Après notre pause lecture, nous étions remontés par l’avenue de l’Opéra, Nora, Gary et moi, jusqu’au cinéma Paramount-Opéra, boulevard des Capucines. Jardin du Carrousel, pont Royal, quai Voltaire, Pont-Neuf, square du Vert-Galant, quai du Louvre, avenue de l’Opéra, Paramount-Opéra. Nous referons souvent ce trajet ; nous avions renommé le Pont-Neuf « la passerelle des amoureux ».

Ce soir-là on jouait Shining de Stanley Kubrick. Nous étions épuisés et cela faisait du bien de se reposer un peu. Nous étions tous les deux de grands amateurs de Kubrick, même si nous n’avions pas exactement le même tiercé : pour Nora, c’était Orange mécanique, 2001 et Docteur Folamour ; pour moi, c’était 2001, Orange mécanique et Lolita. J’ai pensé très tôt (quand l’enfant communique par télépathie avec le cuisinier) que Shining ne bouleverserait pas mon classement ; quant à Nora, lors de la scène horrifiante du baiser dans la chambre 237 (quand la jolie blonde nue que Nicholson embrasse se transforme, en hurlant de rire, en une vieille morte en décomposition), elle s’est endormie... pour se réveiller au moment où Jack poursuit son fils Danny avec une hache pour le tuer, dehors sous la neige dans le labyrinthe végétal. « Comment ça, mais la chaudière n’a pas explosé ? » Je croyais Nora encore un pied dans son cauchemar, mais elle m’expliquait que Kubrick n’avait pas suivi Stephen King dans son adaptation ; chez King, Jack mourait dans l’explosion de la chaudière.

Je l’avais raccompagnée jusqu’à la station Opéra. Je lui avais proposé de faire un bout de chemin avec elle, mais elle avait refusé. J’avais insisté un peu, en faisant remarquer qu’il était presque minuit. Elle m’avait regardé droit dans les yeux et m’avait répété très fermement « non ! ». Je regrettais mon insistance et craignais d’avoir tout gâché. « C’est à cause de tes problèmes en géographie, je ne voudrais pas que tu te retrouves au Havre. » Elle m’avait souri.
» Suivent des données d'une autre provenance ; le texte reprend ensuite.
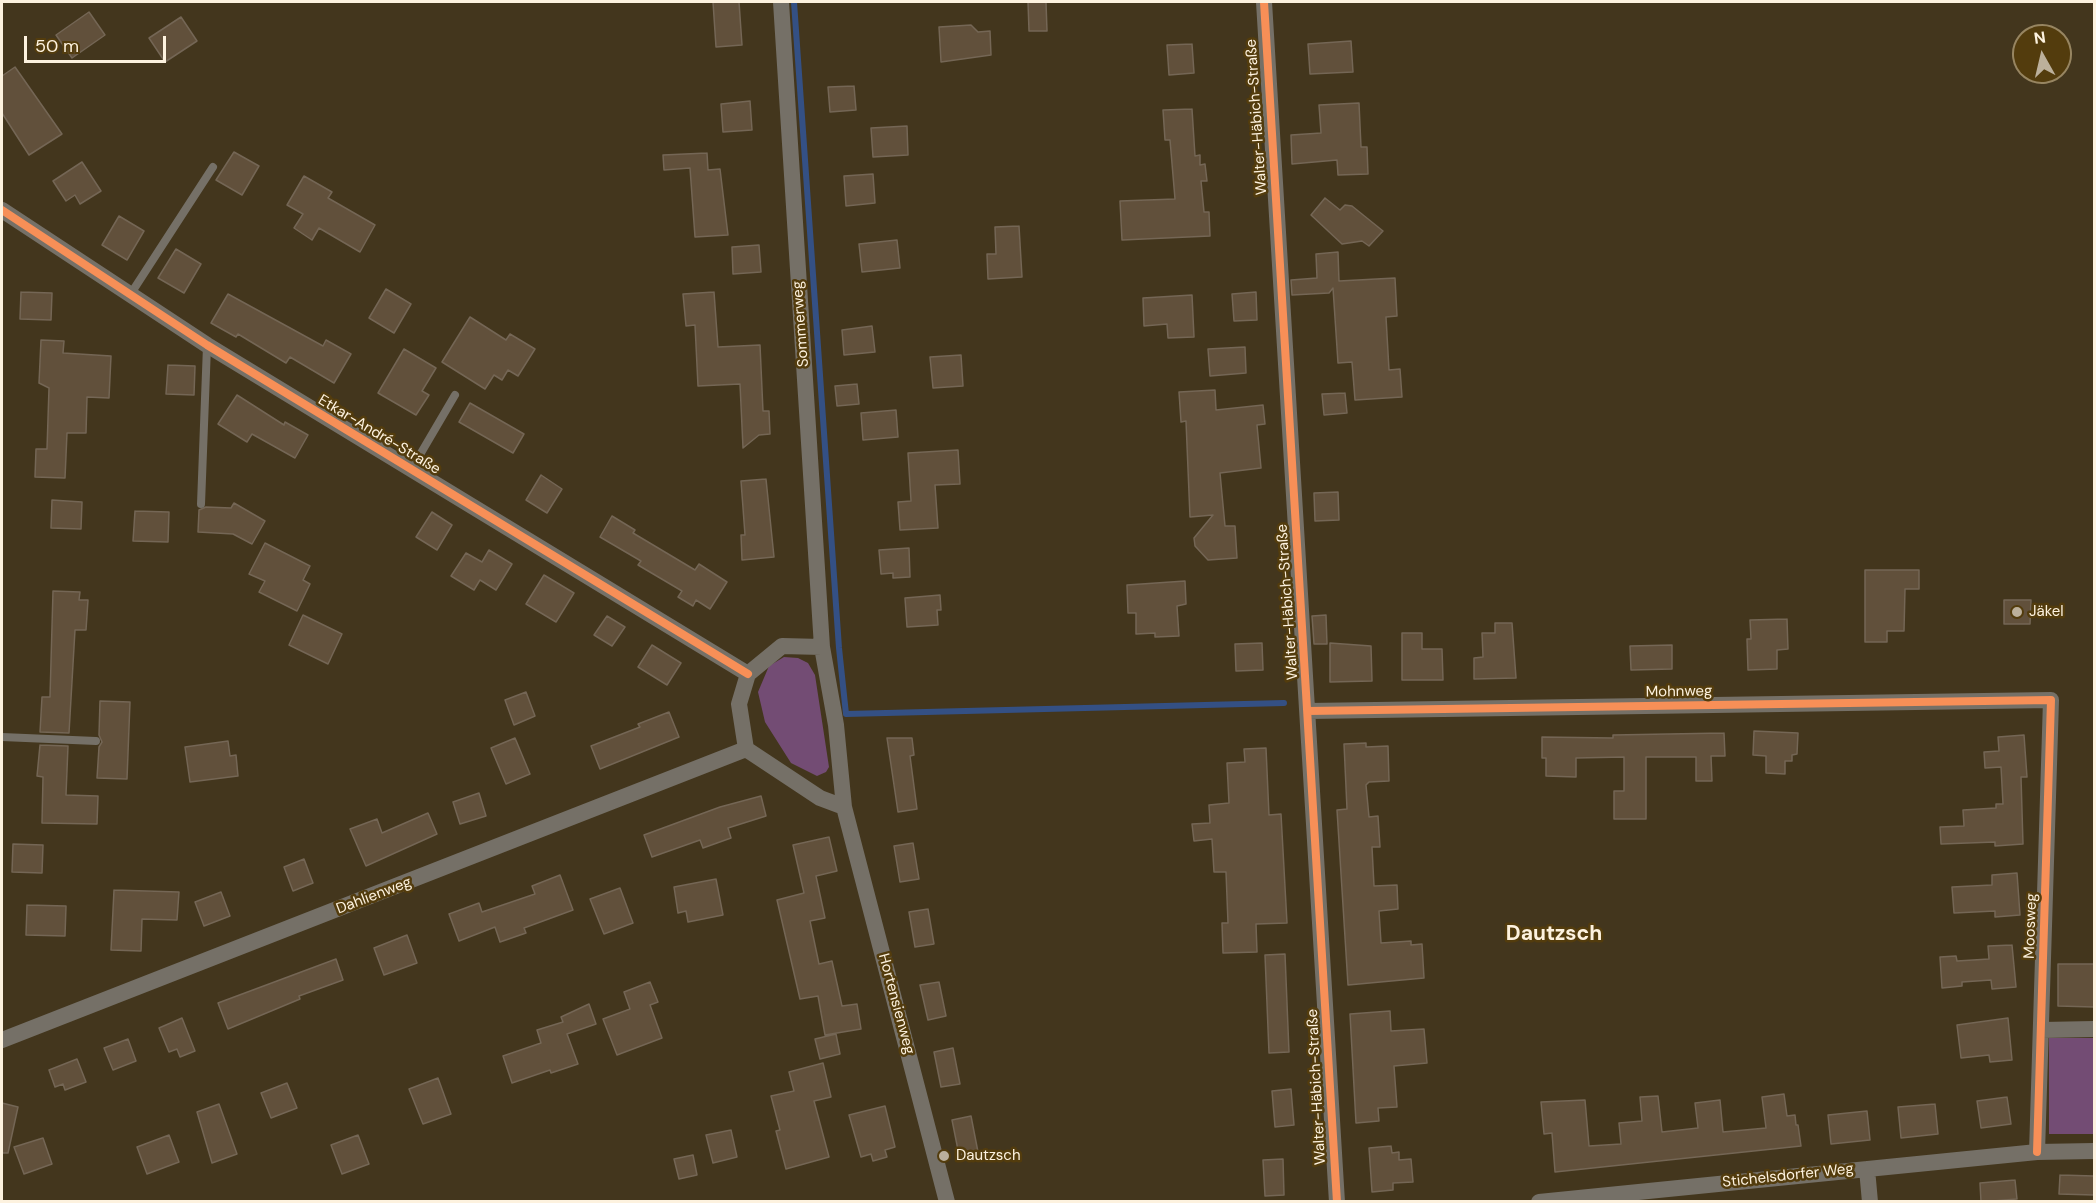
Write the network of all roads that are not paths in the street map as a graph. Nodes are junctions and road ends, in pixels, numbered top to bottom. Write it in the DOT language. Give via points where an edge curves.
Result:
graph roads {
  1 [pos="781,2"];
  2 [pos="1264,2"];
  3 [pos="213,167"];
  4 [pos="2,210"];
  5 [pos="130,295"];
  6 [pos="207,345"];
  7 [pos="455,395"];
  8 [pos="411,470"];
  9 [pos="201,504"];
  10 [pos="822,647"];
  11 [pos="748,674"];
  12 [pos="2051,700"];
  13 [pos="1308,711"];
  14 [pos="2,737"];
  15 [pos="96,741"];
  16 [pos="746,749"];
  17 [pos="844,807"];
  18 [pos="2094,1029"];
  19 [pos="2042,1030"];
  20 [pos="2,1040"];
  21 [pos="2094,1151"];
  22 [pos="2037,1152"];
  23 [pos="1867,1168"];
  24 [pos="947,1202"];
  25 [pos="1337,1202"];
  26 [pos="1539,1202"];
  27 [pos="1870,1202"];
  1 -- 10 [label="street, Sommerweg"];
  2 -- 13 [label="street, Walter-Häbich-Straße"];
  3 -- 5 [label="lane"];
  4 -- 5 [label="street, Etkar-André-Straße"];
  5 -- 6 [label="street, Etkar-André-Straße"];
  6 -- 8 [label="street, Etkar-André-Straße"];
  6 -- 9 [label="lane"];
  7 -- 8 [label="lane"];
  8 -- 11 [label="street, Etkar-André-Straße"];
  10 -- 11 [label="street" via="783,646"];
  10 -- 17 [label="street, Sommerweg" via="836,725"];
  11 -- 16 [label="street" via="739,704"];
  12 -- 13 [label="street, Mohnweg"];
  12 -- 19 [label="street, Moosweg"];
  13 -- 25 [label="street, Walter-Häbich-Straße"];
  14 -- 15 [label="lane"];
  16 -- 17 [label="street" via="820,798"];
  16 -- 20 [label="street, Dahlienweg"];
  17 -- 24 [label="street, Hortensienweg"];
  18 -- 19 [label="street"];
  19 -- 22 [label="street, Moosweg"];
  21 -- 22 [label="street, Stichelsdorfer Weg"];
  22 -- 23 [label="street, Stichelsdorfer Weg"];
  23 -- 26 [label="street, Stichelsdorfer Weg"];
  23 -- 27 [label="street"];
}
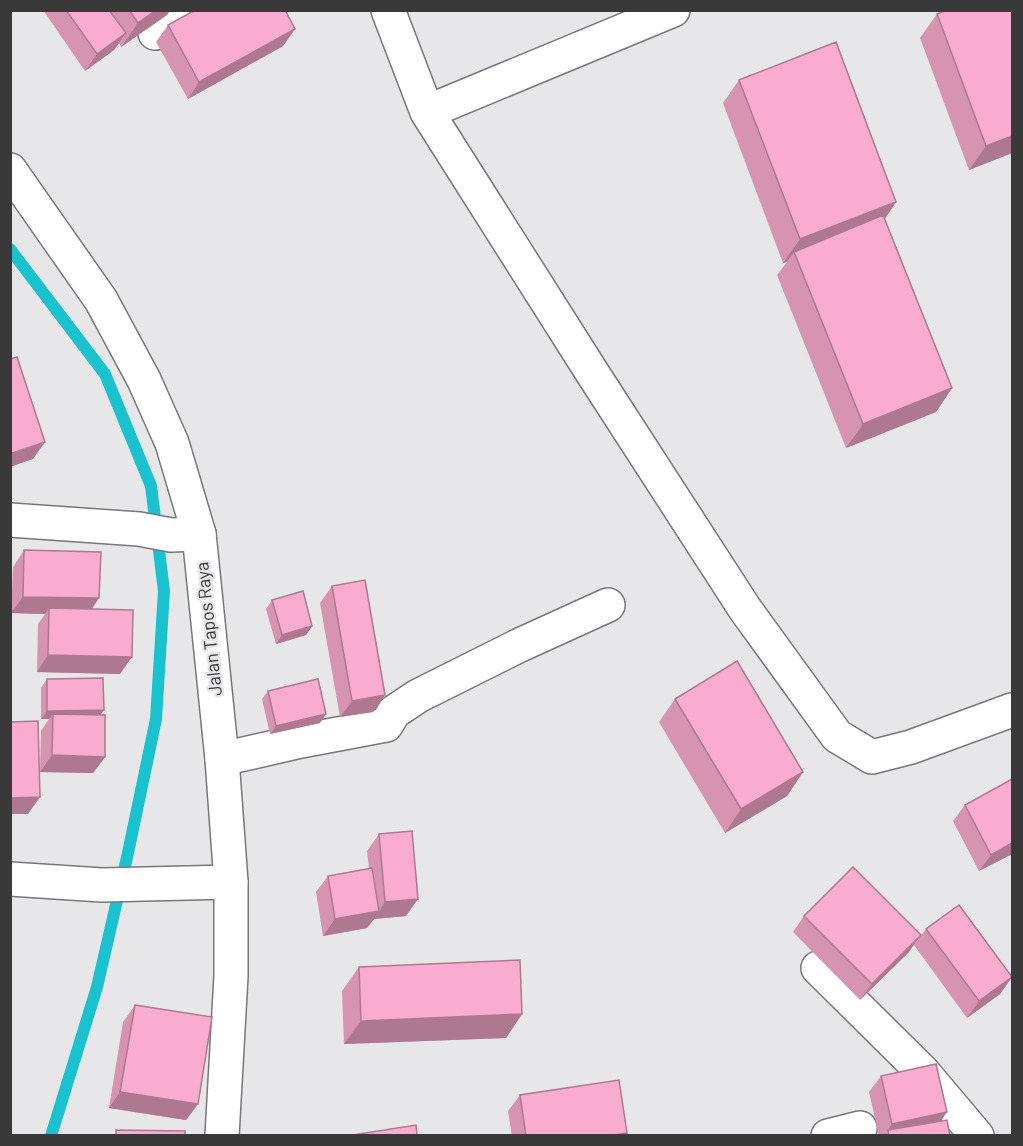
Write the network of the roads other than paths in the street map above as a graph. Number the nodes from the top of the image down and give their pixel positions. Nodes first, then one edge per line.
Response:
1 (388, 10) edge
2 (673, 10) edge
3 (427, 112) junction
4 (10, 170) edge
5 (10, 520) edge
6 (185, 535) junction
7 (608, 605) dead end
8 (1012, 710) edge
9 (222, 759) junction
10 (10, 879) edge
11 (231, 882) junction
12 (818, 968) dead end
13 (860, 1128) dead end
14 (222, 1136) edge
15 (828, 1136) edge
16 (977, 1136) edge

1 - 3 street
2 - 3 street
3 - 8 street
4 - 6 street, Jalan Tapos Raya
5 - 6 street
6 - 9 street, Jalan Tapos Raya
7 - 9 street
9 - 11 street, Jalan Tapos Raya
10 - 11 street
11 - 14 street, Jalan Tapos Raya
12 - 16 street
13 - 15 street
« Tu es libre mercredi ? OK, rendez-vous 14 heures, La Rivière. Viens avec Gary ! » Et elle avait disparu.

 

Le mercredi suivant, c’était le 3 décembre 1980. Romain Gary s’était suicidé la veille. Comme il pleuvait, on avait passé la journée chez moi. On se relayait pour lire Les Cerfs-volants. On interrompait souvent la lecture pour réfléchir, il nous arrivait de penser à haute voix ensemble, l’un commençait une phrase que l’autre terminait. Nora était intriguée par la dédicace, « à la mémoire ». « Parfois la mémoire est douloureuse, mais l’oubli est toujours pire. C’est pour ça que vous existez, vous les écrivains. » Sans transition je reprenais la lecture. « On put voir flotter au-dessus du camp de la honte des cerfs-volants aux couleurs gaies qui semblaient proclamer l’espoir et la confiance impérissables d’Ambroise Fleury. » « Trop fort, continue, doucement. » « JE crois que je garderai toujours dans mes yeux l’image de cet indomptable, dans notre tenue rayée de concentrationnaires, entouré de quelques débris humains qui ne tenaient à la vie que par ce qui n’a pas de corps, guidant au bout de sa ficelle un navire aux vingt voiles blanches qui palpitaient au-dessus des fours crématoires et au-dessus des têtes de nos tortionnaires. »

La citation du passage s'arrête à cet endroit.